# Activity:
Report the lines of the data below that contain the string "Matadero".

# Data for processing:
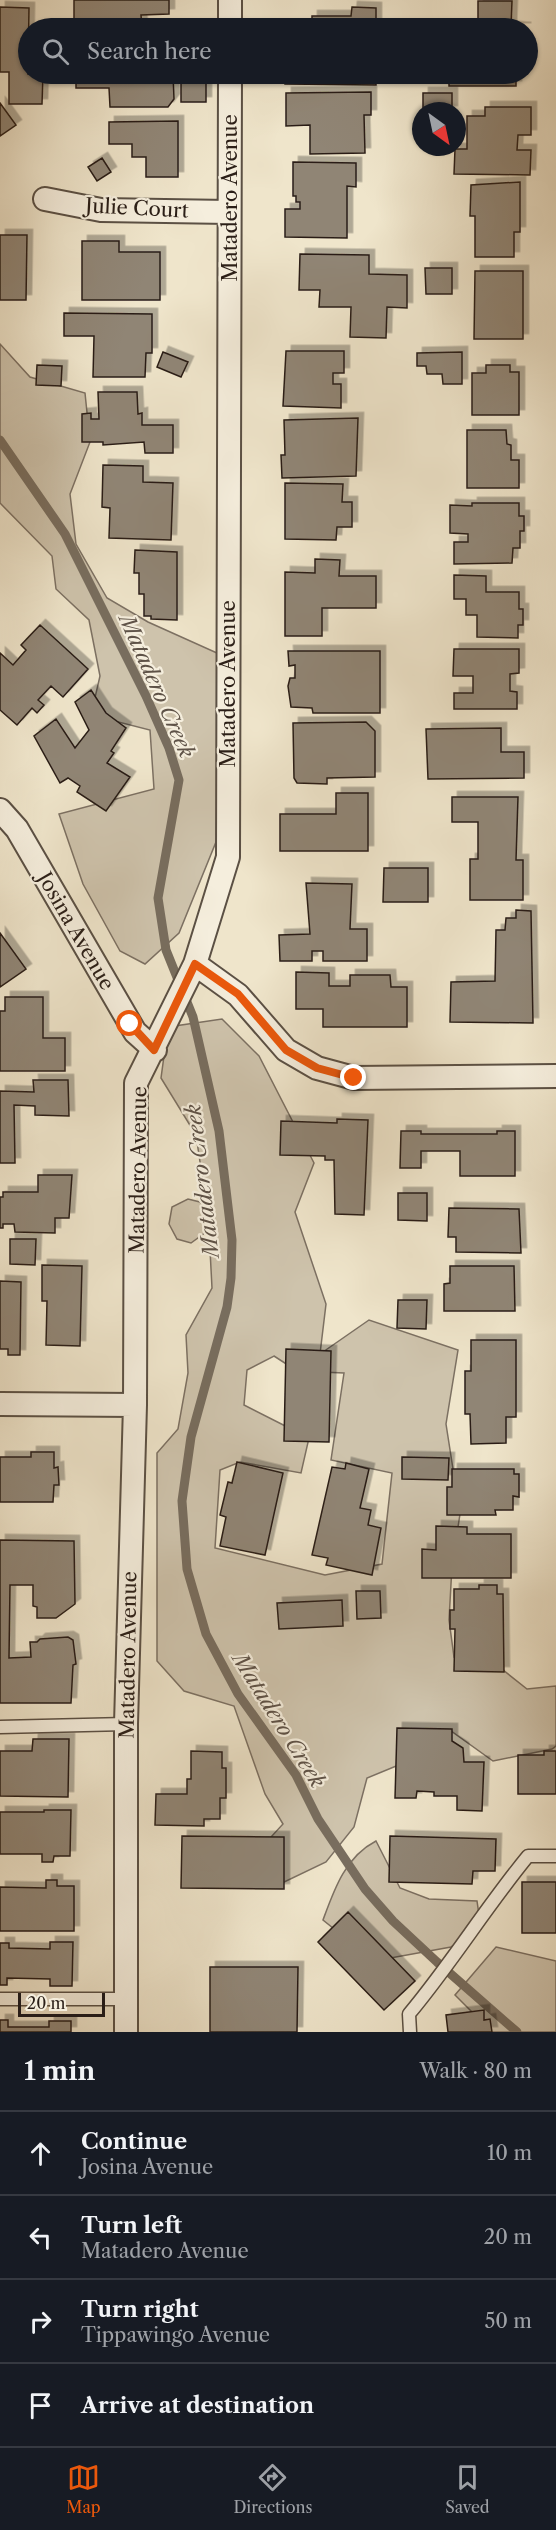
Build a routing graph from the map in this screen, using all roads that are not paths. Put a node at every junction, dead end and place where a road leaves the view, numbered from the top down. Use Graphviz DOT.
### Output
graph roads {
  1 [pos="230,0"];
  2 [pos="230,18"];
  3 [pos="230,84"];
  4 [pos="45,199"];
  5 [pos="230,212"];
  6 [pos="0,810"];
  7 [pos="193,969"];
  8 [pos="154,1050"];
  9 [pos="556,1076"];
  10 [pos="0,1404"];
  11 [pos="135,1405"];
  12 [pos="126,1724"];
  13 [pos="0,1727"];
  14 [pos="556,1856"];
  15 [pos="0,1999"];
  16 [pos="125,1999"];
  17 [pos="126,2032"];
  18 [pos="410,2032"];
  1 -- 2 [label="street"];
  3 -- 5 [label="street, Matadero Avenue"];
  4 -- 5 [label="street, Julie Court"];
  5 -- 7 [label="street, Matadero Avenue"];
  6 -- 8 [label="street, Josina Avenue"];
  7 -- 8 [label="street, Matadero Avenue"];
  7 -- 9 [label="street"];
  8 -- 11 [label="street, Matadero Avenue"];
  10 -- 11 [label="street"];
  11 -- 12 [label="street, Matadero Avenue"];
  12 -- 13 [label="lane"];
  12 -- 16 [label="street, Matadero Avenue"];
  14 -- 18 [label="lane"];
  15 -- 16 [label="lane"];
  16 -- 17 [label="street, Matadero Avenue"];
}
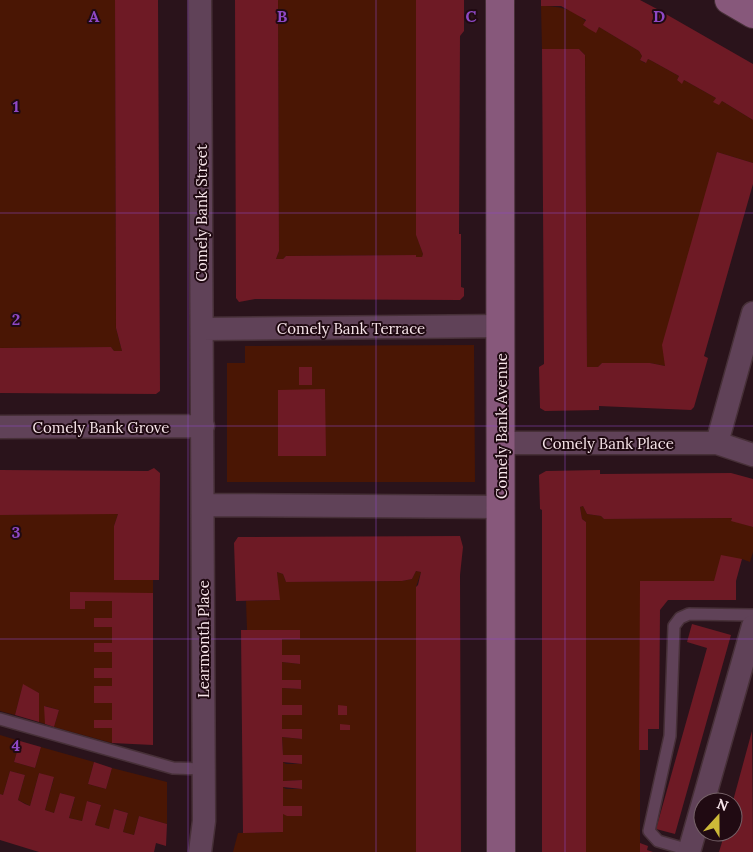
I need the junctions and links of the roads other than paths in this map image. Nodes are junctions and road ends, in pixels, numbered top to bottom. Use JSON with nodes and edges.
{"nodes":[{"id":1,"x":200,"y":0,"type":"edge"},
{"id":2,"x":500,"y":0,"type":"edge"},
{"id":3,"x":729,"y":0,"type":"edge"},
{"id":4,"x":753,"y":14,"type":"edge"},
{"id":5,"x":753,"y":313,"type":"edge"},
{"id":6,"x":500,"y":326,"type":"junction"},
{"id":7,"x":202,"y":329,"type":"junction"},
{"id":8,"x":203,"y":426,"type":"junction"},
{"id":9,"x":0,"y":427,"type":"edge"},
{"id":10,"x":500,"y":443,"type":"junction"},
{"id":11,"x":717,"y":443,"type":"junction"},
{"id":12,"x":753,"y":455,"type":"edge"},
{"id":13,"x":203,"y":505,"type":"junction"},
{"id":14,"x":501,"y":507,"type":"junction"},
{"id":15,"x":753,"y":615,"type":"edge"},
{"id":16,"x":753,"y":626,"type":"edge"},
{"id":17,"x":0,"y":718,"type":"edge"},
{"id":18,"x":204,"y":769,"type":"junction"},
{"id":19,"x":689,"y":851,"type":"edge"},
{"id":20,"x":200,"y":852,"type":"edge"},
{"id":21,"x":501,"y":852,"type":"edge"}],
"edges":[{"from":1,"to":7,"type":"street","name":"Comely Bank Street"},
{"from":2,"to":6,"type":"street","name":"Comely Bank Avenue"},
{"from":3,"to":4,"type":"street"},
{"from":5,"to":11,"type":"street"},
{"from":6,"to":7,"type":"street","name":"Comely Bank Terrace"},
{"from":6,"to":10,"type":"street","name":"Comely Bank Avenue"},
{"from":7,"to":8,"type":"street","name":"Comely Bank Street"},
{"from":8,"to":9,"type":"street","name":"Comely Bank Grove"},
{"from":8,"to":13,"type":"street","name":"Learmonth Place"},
{"from":10,"to":11,"type":"street","name":"Comely Bank Place"},
{"from":10,"to":14,"type":"street","name":"Comely Bank Avenue"},
{"from":11,"to":12,"type":"street","name":"Comely Bank Place"},
{"from":13,"to":14,"type":"street"},
{"from":13,"to":18,"type":"street","name":"Learmonth Place"},
{"from":14,"to":21,"type":"street","name":"Comely Bank Avenue"},
{"from":15,"to":19,"type":"lane"},
{"from":16,"to":19,"type":"street"},
{"from":17,"to":18,"type":"lane"},
{"from":18,"to":20,"type":"street","name":"Learmonth Place"}]}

# Answer to the exercise:
  3 -- 5 [label="street, Matadero Avenue"];
  5 -- 7 [label="street, Matadero Avenue"];
  7 -- 8 [label="street, Matadero Avenue"];
  8 -- 11 [label="street, Matadero Avenue"];
  11 -- 12 [label="street, Matadero Avenue"];
  12 -- 16 [label="street, Matadero Avenue"];
  16 -- 17 [label="street, Matadero Avenue"];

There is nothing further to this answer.